A single figure is expected: how many lines of the data that follows contain the word "controls".
=== Records shown ===
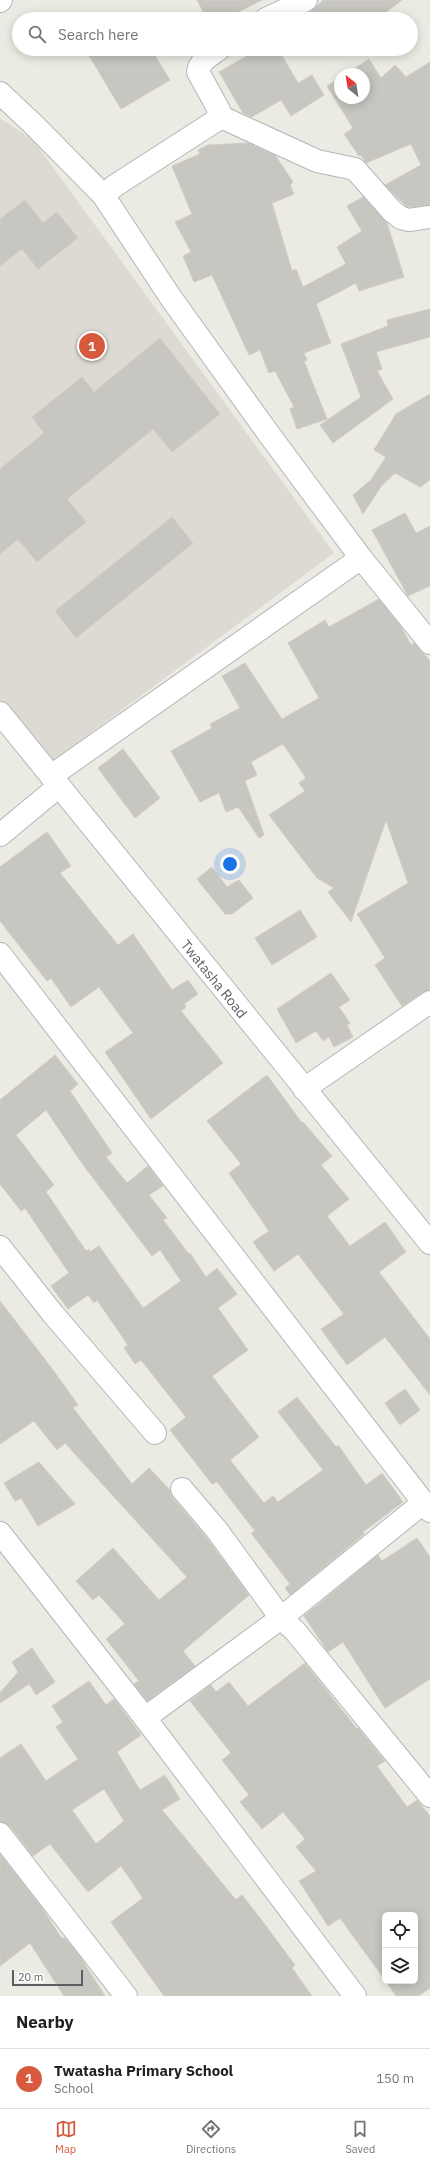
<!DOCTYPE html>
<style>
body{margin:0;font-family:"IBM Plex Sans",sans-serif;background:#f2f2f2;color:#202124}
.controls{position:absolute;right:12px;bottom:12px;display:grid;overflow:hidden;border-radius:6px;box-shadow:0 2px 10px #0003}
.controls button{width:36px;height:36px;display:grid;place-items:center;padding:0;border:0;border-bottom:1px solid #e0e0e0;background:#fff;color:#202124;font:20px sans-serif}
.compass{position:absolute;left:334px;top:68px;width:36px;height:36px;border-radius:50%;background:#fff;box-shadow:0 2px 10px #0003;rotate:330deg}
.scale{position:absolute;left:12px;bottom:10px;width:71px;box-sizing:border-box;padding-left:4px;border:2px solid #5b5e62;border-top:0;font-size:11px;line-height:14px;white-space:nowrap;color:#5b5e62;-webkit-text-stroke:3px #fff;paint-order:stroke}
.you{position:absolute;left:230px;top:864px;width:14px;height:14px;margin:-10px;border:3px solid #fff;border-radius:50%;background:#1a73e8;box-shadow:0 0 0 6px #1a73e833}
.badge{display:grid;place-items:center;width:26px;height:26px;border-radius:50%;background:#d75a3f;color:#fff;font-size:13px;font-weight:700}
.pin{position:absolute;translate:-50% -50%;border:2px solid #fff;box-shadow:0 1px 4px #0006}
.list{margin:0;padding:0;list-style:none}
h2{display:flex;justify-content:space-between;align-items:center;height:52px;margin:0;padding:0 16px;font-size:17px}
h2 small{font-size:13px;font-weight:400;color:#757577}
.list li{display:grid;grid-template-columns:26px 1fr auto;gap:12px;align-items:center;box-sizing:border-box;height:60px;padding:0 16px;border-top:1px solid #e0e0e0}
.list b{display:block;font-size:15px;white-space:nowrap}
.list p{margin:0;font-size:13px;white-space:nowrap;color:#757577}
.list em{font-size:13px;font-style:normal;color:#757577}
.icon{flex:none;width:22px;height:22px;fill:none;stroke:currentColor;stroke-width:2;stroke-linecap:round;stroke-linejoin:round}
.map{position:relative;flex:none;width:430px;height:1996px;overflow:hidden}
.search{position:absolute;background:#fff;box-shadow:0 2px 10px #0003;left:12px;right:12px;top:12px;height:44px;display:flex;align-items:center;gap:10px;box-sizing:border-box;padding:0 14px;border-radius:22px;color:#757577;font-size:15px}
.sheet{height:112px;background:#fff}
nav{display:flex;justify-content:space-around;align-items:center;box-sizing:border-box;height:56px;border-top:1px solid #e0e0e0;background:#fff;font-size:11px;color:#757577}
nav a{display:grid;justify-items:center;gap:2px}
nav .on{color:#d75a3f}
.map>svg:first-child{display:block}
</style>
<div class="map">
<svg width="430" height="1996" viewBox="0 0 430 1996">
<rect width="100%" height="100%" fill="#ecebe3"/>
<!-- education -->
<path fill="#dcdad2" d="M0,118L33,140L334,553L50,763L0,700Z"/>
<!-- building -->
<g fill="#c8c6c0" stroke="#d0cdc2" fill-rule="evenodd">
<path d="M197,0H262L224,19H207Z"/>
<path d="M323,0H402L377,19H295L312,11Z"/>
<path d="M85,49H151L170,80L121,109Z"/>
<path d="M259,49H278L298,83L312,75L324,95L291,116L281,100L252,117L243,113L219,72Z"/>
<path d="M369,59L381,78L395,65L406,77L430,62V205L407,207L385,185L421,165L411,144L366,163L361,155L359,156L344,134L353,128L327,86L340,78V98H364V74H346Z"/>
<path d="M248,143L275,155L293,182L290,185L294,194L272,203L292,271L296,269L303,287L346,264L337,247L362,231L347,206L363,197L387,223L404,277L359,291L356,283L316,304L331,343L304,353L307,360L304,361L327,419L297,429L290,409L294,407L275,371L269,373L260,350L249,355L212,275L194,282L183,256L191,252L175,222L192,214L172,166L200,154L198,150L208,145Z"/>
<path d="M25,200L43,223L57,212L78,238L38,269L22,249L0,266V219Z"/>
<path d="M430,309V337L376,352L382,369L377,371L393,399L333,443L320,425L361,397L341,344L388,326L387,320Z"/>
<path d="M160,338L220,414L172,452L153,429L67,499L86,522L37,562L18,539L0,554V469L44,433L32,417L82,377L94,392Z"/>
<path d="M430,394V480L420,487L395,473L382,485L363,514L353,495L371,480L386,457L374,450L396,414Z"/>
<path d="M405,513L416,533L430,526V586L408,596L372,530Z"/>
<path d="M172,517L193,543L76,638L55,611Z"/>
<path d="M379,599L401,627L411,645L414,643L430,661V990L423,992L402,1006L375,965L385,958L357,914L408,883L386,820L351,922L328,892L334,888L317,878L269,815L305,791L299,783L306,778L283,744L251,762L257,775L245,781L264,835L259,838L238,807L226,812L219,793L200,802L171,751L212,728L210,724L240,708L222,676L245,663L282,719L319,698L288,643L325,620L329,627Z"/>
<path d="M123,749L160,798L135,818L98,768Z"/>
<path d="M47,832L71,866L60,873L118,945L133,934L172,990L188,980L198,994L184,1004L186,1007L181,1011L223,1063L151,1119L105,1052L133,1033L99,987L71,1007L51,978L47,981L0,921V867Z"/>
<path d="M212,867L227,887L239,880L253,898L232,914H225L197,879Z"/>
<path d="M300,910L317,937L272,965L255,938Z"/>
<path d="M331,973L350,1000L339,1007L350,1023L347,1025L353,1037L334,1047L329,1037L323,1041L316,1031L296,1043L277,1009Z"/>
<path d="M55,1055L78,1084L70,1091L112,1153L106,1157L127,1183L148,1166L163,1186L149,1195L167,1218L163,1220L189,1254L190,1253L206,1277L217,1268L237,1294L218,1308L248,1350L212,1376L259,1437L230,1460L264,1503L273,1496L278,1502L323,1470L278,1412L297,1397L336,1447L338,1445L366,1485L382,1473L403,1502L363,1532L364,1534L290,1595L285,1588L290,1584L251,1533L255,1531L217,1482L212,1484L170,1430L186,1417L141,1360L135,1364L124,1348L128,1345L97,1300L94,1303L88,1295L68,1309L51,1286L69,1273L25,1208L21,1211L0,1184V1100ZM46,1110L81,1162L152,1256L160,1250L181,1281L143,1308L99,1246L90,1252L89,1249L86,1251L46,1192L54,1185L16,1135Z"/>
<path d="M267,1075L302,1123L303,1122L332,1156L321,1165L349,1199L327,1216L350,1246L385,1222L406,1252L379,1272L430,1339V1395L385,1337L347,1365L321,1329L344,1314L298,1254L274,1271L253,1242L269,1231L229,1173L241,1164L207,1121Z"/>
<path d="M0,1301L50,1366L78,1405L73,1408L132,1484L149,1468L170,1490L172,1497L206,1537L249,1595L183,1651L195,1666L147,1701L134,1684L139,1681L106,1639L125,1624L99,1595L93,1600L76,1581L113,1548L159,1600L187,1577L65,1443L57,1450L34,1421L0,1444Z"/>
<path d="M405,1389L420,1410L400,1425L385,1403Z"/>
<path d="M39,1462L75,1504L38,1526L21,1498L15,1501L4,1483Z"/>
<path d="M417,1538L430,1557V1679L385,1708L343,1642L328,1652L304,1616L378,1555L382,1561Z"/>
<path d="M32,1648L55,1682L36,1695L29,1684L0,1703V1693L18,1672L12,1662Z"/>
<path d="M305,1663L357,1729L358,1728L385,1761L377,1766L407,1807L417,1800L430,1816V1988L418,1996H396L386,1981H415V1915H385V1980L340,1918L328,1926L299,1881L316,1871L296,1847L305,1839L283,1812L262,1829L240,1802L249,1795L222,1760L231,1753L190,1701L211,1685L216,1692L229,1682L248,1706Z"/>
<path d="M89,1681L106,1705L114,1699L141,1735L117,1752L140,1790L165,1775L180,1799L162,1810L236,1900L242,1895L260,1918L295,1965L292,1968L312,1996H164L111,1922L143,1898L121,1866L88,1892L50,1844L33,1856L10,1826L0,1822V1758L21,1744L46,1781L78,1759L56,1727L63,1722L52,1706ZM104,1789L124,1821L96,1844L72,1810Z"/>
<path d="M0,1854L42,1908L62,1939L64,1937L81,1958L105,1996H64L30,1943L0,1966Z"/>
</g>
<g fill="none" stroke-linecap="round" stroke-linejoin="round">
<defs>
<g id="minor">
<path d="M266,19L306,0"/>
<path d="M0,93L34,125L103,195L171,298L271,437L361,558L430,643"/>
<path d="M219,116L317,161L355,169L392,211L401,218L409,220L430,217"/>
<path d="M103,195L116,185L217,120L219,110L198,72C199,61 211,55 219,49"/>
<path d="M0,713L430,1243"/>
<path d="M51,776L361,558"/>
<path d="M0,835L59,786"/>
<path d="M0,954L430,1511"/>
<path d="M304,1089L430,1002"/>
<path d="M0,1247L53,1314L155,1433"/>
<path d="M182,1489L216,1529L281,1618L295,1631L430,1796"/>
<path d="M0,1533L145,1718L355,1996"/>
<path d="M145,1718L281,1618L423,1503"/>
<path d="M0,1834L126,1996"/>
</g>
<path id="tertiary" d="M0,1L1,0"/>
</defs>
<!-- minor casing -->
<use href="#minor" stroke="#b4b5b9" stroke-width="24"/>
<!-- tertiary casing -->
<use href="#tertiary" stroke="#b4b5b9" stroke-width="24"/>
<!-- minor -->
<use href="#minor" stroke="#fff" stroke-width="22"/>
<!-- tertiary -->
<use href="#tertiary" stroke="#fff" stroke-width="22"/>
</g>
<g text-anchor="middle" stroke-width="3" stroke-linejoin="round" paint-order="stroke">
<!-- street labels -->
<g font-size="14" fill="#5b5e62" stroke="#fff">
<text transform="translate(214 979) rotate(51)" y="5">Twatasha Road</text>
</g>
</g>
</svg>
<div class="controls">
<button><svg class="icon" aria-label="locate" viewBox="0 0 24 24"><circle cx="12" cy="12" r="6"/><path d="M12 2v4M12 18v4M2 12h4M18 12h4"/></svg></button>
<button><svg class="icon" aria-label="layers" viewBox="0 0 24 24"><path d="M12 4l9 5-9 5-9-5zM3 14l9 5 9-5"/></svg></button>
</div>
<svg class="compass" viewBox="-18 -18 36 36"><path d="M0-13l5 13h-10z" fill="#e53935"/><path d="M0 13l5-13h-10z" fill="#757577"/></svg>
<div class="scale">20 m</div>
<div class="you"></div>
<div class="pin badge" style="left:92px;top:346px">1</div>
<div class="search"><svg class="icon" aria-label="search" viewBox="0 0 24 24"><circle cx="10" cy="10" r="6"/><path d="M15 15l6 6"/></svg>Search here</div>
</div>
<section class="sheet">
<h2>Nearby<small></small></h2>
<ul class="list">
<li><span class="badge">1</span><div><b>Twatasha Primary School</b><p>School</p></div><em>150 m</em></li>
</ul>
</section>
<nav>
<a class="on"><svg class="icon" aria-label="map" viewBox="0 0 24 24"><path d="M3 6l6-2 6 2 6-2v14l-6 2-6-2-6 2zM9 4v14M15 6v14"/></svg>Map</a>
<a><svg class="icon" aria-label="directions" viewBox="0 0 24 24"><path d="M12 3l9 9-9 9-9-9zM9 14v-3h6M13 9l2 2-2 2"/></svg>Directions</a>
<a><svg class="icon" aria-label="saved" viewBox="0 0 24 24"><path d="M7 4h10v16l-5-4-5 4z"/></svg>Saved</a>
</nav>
===
→ Output of the exercise: 3